My friend David Marcus, a writer and author like me, called to say that his 2005 second-generation Toyota Prius with 120,000 miles on the clock just sent him a dreaded signal — a big red exclamation point warning light indicating trouble in the hybrid system.
Dave’s Toyota dealer on Long Island charged a $150 diagnostic fee to tell him he needed a new nickel-metal-hydride battery pack, and that because the car was out of warranty (since it hit 100,000 miles) he would be charged $4,000 to replace it. “I don’t have $4,000 sitting around,” Dave told me. “And I need that car.”
Yikes! That’s a lot of money, and unexpected since very few 2005 Priuses from that year, with that kind of mileage, need new batteries. For a long time, Prius battery replacement was pretty rare — the company pointed out
that some had reached 300,000 miles and are still going strong on their original packs (like the one at right). The first-gen Prius appeared on the American market in 2000, and more than 4 million have been sold
worldwide since. So with some cars being 12 years old, the warning lights are coming on more often.
Plus I’d heard that Toyota lowered the second-gen battery pack to $2,588
, so the quote seems high. Furthermore, since New York is a California emissions state, I thought Dave’s pack would be warranted to 10 years/150,000 miles (not the eight years/100,000 miles of other states). I was confused.
The Prius now comes in four variants, and all of them are selling well — in June, 19,150 were sold in the U.S. The number of Prius owners is increasing exponentially. So the battery replacement issue seemed to be worth a new look, and some clarification. There's a ton of Internet chatter about this
, but not all of it is correct.
The first thing I found out is that the price of Prius batteries has changed again. The new price is $3,649 for either the Gen-1 or Gen-2 packs, but before you panic, there’s a $1,350 “core credit” for your old battery, as long as it can be recycled (ie, wasn’t destroyed in an accident). So it’s $2,299 for everybody with a trade-in, plus installation.
If you still don’t like the all-in price quote from your dealer, you can negotiate. John O’Dell of Edmunds.com recounts the story
of a first-gen Prius owner, Heather Knowles, who was first quoted a whopping $5,785.76 for a battery replacement that also included a new management computer and new wiring.

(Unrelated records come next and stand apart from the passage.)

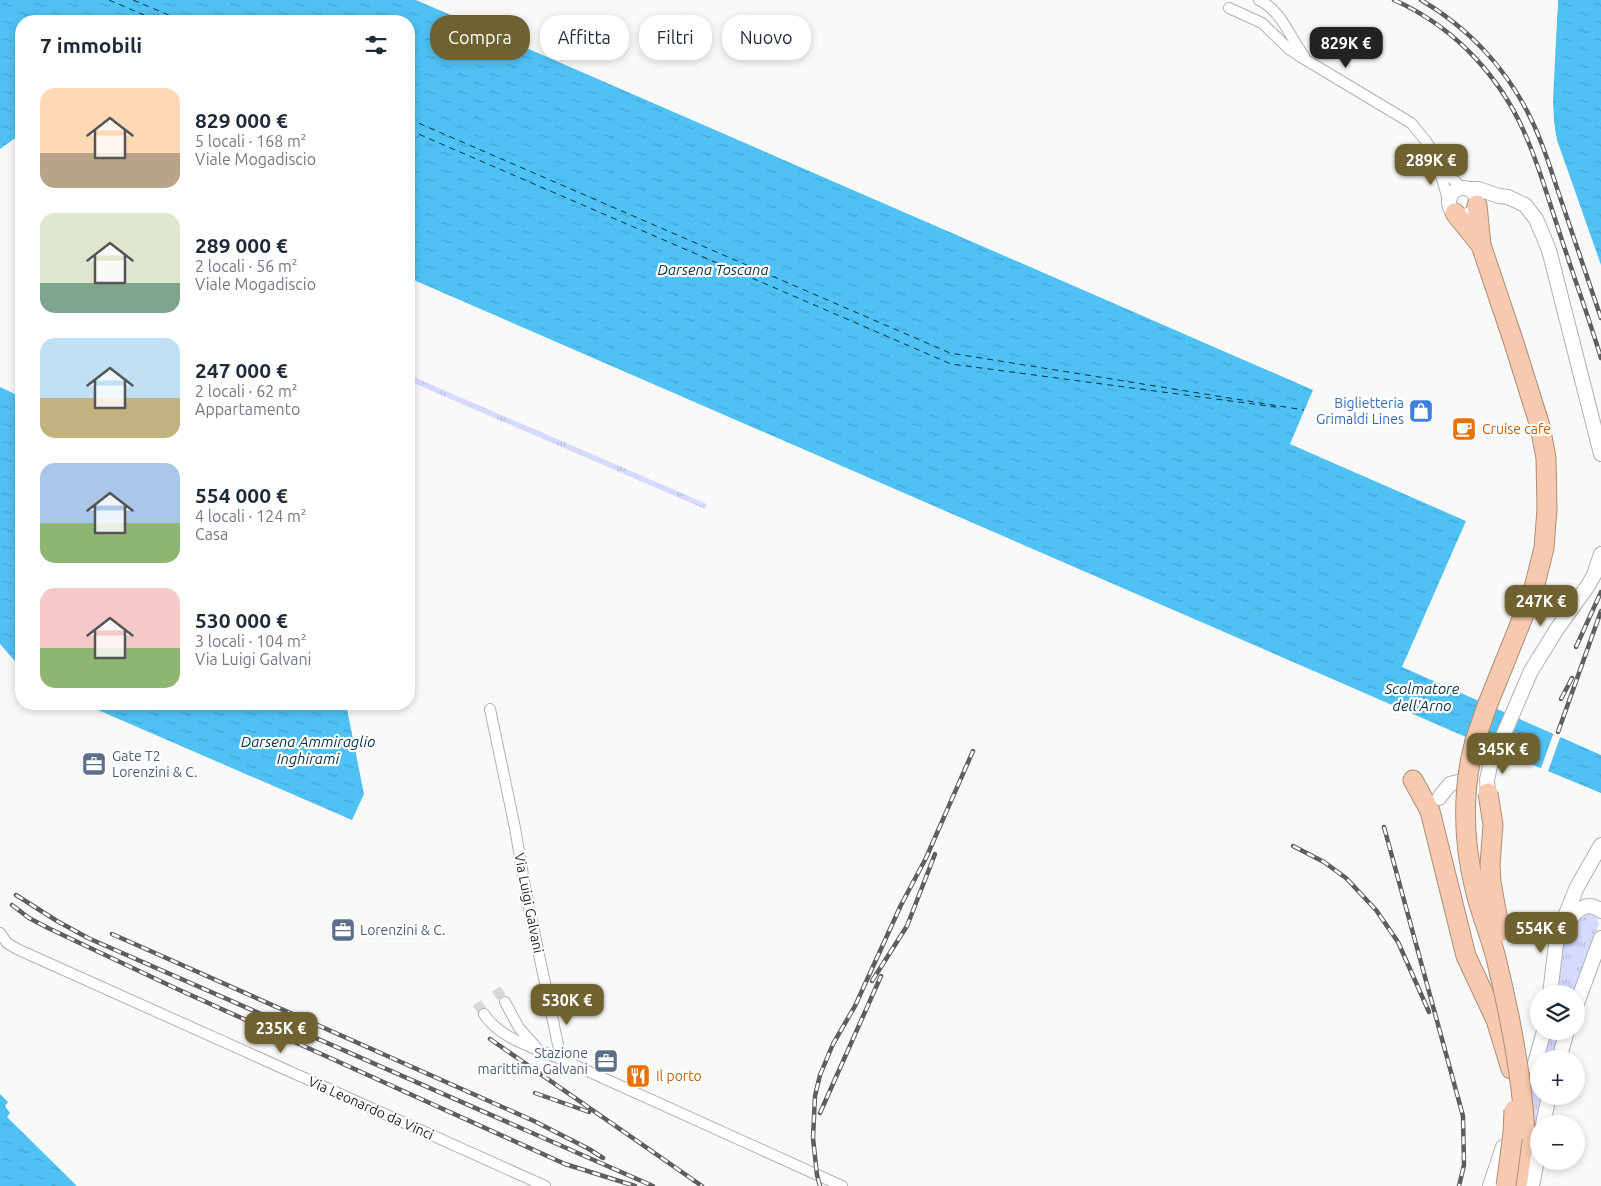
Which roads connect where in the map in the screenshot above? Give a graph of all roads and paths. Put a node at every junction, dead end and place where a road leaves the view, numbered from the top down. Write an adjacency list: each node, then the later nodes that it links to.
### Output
1 (1259, 0): 3 (street)
2 (1229, 8): 3 (street)
3 (1310, 62): 4 (street)
4 (1436, 158): 5 (street); 6 (street)
5 (1471, 196): 6 (street); 6 (street); 7 (highway); 8 (street)
6 (1452, 210): 7 (highway)
7 (1481, 245): 19 (highway, bridge)
8 (1601, 454)
9 (1601, 554): 11 (street)
10 (490, 710): 30 (street, Via Luigi Galvani)
11 (1495, 753): 12 (street); 15 (street)
12 (1477, 771)
13 (1413, 780): 17 (highway)
14 (1458, 782): 16 (street)
15 (1488, 793): 32 (highway, bridge)
16 (1439, 798): 17 (highway)
17 (1434, 824): 31 (highway)
18 (1599, 854): 24 (street)
19 (1475, 890): 31 (highway, bridge); 32 (highway, bridge)
20 (1601, 911): 24 (street)
21 (0, 932): 23 (street, Via Leonardo da Vinci)
22 (1601, 938): 26 (street)
23 (4, 942): 35 (street, Via Leonardo da Vinci)
24 (1555, 958): 25 (street)
25 (1551, 985)
26 (1584, 985)
27 (504, 1002): 29 (street)
28 (484, 1014): 29 (street)
29 (539, 1049): 30 (street)
30 (562, 1059): 36 (street)
31 (1511, 1069): 38 (highway, bridge)
32 (1525, 1130): 39 (highway)
33 (1503, 1147): 37 (street)
34 (1535, 1170): 40 (street)
35 (545, 1186)
36 (842, 1186)
37 (1490, 1186)
38 (1506, 1186)
39 (1517, 1186)
40 (1532, 1186)

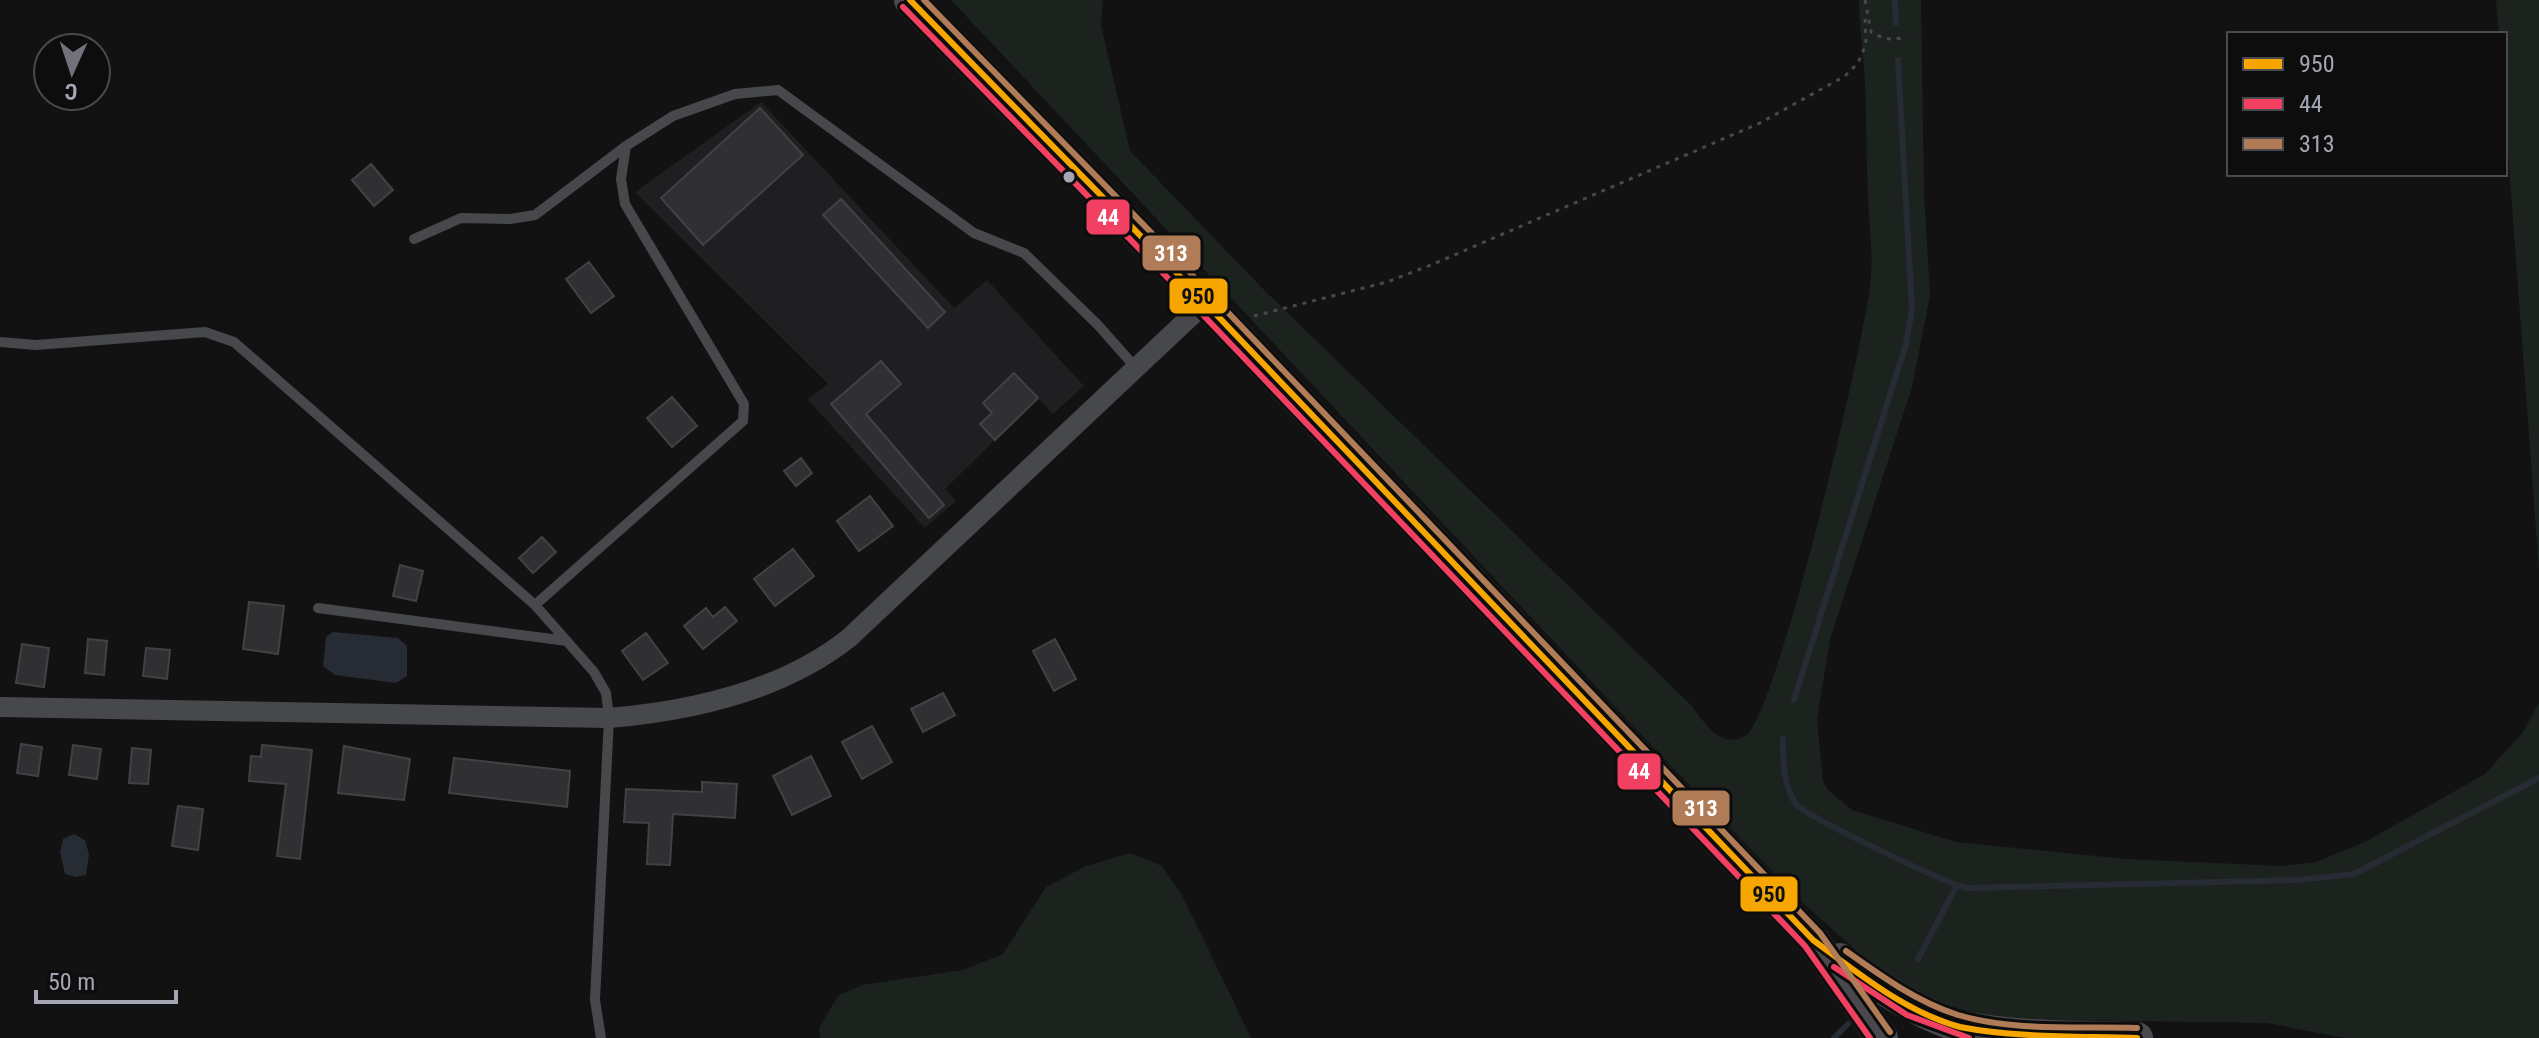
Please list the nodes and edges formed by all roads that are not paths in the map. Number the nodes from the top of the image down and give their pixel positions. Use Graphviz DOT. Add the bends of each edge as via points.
graph roads {
  1 [pos="910,0"];
  2 [pos="626,146"];
  3 [pos="414,239"];
  4 [pos="1215,314"];
  5 [pos="0,342"];
  6 [pos="1136,368"];
  7 [pos="535,605"];
  8 [pos="318,608"];
  9 [pos="567,641"];
  10 [pos="0,707"];
  11 [pos="609,718"];
  12 [pos="1813,940"];
  13 [pos="601,1038"];
  14 [pos="1882,1038"];
  15 [pos="2137,1038"];
  1 -- 4 [label="main road"];
  2 -- 3 [label="lane" via="535,215 461,218"];
  2 -- 6 [label="lane" via="673,116 735,94 778,90 974,233 1024,253"];
  2 -- 7 [label="lane" via="621,179 625,204 744,404 743,421"];
  4 -- 6 [label="street"];
  4 -- 12 [label="main road"];
  5 -- 7 [label="lane" via="36,345 205,332 234,342"];
  6 -- 11 [label="street" via="820,661 770,685 666,712"];
  7 -- 9 [label="lane"];
  8 -- 9 [label="lane"];
  9 -- 11 [label="lane" via="606,693"];
  10 -- 11 [label="street"];
  11 -- 13 [label="lane" via="595,1000"];
  12 -- 14 [label="main road"];
  12 -- 15 [label="main road" via="1871,981 1959,1026 1993,1034"];
}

Sticker shock! But after some back and forth (including Edmunds contacting Toyota’s corporate office), the price went down to $2,299 plus $650 labor.
I’ve heard anecdotally about other people getting dealer prices lowered, and also of out-of-warranty claims that Toyota ultimately “made whole.” Don’t fall victim to that uniquely American disease of taking price quotes at face value.
Dave also says his dealer professed ignorance about used Prius packs, but due to accidents and other factors there are a number of them out there — just check eBay or Craigslist. I saw eBay prices from $850 to about $2,000. There are also companies like Re-Involt that offer “remanufactured” packs (with an 18-month/unlimited mileage warranty) for $1,875 plus shipping and the old battery.
It turns out, by the way, that Dave doesn’t have to go to the poorhouse over his hybrid battery. Despite what the dealer told him, he’s covered and his battery will be replaced at no cost to him. “There seems to have been some confusion about that at the dealership,” Toyota’s Wade Hoyt told me.
There are other solutions, of course. I found a website claiming that since it’s usually a few cells that go bad, you can buy their instruction book
, replace the bad ones, and be back like new for something like $500. It sounded like an Internet scam to me. Toyota is definitely skeptical. “I believe that our battery packs are assembled in clean rooms for a good reason,” Hoyt said.
Speaking of that, I also found a step-by-step photo section
for replacing your own battery pack. Scrolling through it, I have to conclude that the process — which the poster seems to find easy as pie — is likely beyond the casual Prius owner. It doesn’t look easy, and high-voltage electricity is not something you want to play around with. There are also videos, such as the one below, that take you through replacing the pack, in this case on a 2006 Prius:
My advice is to not attempt this replacement job yourself unless you're experienced with both working with cars and have a healthy respect for electricity. Note how, in the photo essay above, the author forgets to wear his insulating gloves at one point. So get someone experienced to do it, especially since the labor isn't the costliest part of the whole exercise — it's still that expensive battery pack.